-------- Source material --------
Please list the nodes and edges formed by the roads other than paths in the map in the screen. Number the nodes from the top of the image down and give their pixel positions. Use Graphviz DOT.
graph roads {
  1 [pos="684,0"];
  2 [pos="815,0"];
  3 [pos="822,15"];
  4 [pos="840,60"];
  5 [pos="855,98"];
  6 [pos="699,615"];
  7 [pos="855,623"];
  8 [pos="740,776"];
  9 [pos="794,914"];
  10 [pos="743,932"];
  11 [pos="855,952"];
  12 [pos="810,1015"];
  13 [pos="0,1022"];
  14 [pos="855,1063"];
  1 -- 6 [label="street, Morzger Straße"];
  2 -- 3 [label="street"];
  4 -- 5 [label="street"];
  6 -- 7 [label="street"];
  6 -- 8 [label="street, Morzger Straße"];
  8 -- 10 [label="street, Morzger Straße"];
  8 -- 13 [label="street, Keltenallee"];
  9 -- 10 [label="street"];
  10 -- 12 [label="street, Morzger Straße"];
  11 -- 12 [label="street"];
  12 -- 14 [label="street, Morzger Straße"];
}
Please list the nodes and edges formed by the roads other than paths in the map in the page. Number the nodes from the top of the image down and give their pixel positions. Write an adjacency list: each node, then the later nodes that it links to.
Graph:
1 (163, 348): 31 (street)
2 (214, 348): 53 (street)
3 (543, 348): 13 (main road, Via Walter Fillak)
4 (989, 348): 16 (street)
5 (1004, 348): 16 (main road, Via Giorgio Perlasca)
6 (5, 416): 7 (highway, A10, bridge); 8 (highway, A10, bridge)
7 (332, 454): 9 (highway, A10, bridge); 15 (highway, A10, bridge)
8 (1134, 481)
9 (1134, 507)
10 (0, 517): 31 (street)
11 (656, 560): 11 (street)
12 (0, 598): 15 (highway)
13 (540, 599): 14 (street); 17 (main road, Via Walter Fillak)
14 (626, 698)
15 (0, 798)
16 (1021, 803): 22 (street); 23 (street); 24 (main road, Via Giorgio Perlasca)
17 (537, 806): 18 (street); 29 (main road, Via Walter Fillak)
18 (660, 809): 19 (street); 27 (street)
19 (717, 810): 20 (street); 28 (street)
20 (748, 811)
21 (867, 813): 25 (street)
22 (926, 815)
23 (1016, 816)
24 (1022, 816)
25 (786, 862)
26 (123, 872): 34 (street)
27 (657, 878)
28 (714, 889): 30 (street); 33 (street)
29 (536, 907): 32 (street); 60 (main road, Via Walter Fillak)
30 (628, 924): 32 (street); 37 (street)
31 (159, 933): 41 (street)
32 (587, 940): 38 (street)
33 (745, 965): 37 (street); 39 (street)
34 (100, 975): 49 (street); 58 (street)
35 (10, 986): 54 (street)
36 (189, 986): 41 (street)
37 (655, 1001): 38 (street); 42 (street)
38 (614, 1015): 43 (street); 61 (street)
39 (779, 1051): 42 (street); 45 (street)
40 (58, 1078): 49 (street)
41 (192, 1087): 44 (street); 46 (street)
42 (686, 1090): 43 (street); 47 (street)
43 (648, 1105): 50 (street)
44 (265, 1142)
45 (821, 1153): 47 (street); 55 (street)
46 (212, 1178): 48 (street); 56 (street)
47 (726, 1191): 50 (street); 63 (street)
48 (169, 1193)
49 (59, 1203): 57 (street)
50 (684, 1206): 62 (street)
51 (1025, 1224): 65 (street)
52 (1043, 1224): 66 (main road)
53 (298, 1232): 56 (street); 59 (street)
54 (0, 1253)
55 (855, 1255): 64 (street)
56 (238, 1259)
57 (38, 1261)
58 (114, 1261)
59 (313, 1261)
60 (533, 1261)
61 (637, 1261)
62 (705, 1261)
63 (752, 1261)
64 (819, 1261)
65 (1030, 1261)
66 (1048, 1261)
--------
* _What is being asked_:
Where the string "other" appears in a line of the entries, count that line, and state the total alone.

* _Solution_:
2